• Task goal
Go through the entries below and collect each line with the string "nodes" in it.

*** Given data ***

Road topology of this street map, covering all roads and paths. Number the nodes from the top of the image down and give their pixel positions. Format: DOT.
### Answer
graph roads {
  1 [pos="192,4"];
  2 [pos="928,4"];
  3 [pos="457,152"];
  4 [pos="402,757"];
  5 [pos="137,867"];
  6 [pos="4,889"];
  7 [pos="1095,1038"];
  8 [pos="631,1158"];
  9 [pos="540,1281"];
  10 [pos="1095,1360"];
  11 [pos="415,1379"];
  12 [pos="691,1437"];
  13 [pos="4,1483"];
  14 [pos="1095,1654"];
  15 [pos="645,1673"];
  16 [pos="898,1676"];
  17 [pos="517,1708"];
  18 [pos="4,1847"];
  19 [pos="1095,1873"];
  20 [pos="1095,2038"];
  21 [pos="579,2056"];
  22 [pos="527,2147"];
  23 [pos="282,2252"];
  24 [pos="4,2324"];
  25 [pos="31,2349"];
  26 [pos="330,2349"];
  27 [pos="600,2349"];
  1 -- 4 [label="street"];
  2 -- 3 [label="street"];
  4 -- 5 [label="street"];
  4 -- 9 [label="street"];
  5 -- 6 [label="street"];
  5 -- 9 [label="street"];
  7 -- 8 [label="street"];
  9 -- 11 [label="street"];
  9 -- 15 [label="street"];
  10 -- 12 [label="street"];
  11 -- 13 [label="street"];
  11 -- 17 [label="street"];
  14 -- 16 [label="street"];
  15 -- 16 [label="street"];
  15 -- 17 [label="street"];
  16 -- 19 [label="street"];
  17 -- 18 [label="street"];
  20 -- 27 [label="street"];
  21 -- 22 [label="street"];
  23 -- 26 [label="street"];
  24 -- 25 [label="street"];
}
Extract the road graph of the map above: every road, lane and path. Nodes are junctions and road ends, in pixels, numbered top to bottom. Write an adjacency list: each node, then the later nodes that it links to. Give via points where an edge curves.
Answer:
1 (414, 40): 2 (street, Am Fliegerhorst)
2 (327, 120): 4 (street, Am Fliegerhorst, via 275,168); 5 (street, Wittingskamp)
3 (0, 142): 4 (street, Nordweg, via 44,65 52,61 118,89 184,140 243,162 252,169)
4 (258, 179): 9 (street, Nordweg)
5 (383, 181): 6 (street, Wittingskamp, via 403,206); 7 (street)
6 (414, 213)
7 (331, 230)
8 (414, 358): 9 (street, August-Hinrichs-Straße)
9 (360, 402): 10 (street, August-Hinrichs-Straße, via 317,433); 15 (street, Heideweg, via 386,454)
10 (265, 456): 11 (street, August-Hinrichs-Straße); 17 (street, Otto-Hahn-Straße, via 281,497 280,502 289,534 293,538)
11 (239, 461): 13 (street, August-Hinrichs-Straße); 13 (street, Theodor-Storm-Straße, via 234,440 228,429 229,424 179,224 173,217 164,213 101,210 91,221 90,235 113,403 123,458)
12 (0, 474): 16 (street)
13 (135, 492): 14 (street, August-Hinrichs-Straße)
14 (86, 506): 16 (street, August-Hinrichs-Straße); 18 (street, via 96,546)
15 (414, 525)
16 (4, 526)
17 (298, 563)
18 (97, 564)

*** End of Given data ***

• Exercise response
Road topology of this street map, covering all roads and paths. Number the nodes from the top of the image down and give their pixel positions. Format: DOT.
Extract the road graph of the map above: every road, lane and path. Nodes are junctions and road ends, in pixels, numbered top to bottom. Write an adjacency list: each node, then the later nodes that it links to. Give via points where an edge curves.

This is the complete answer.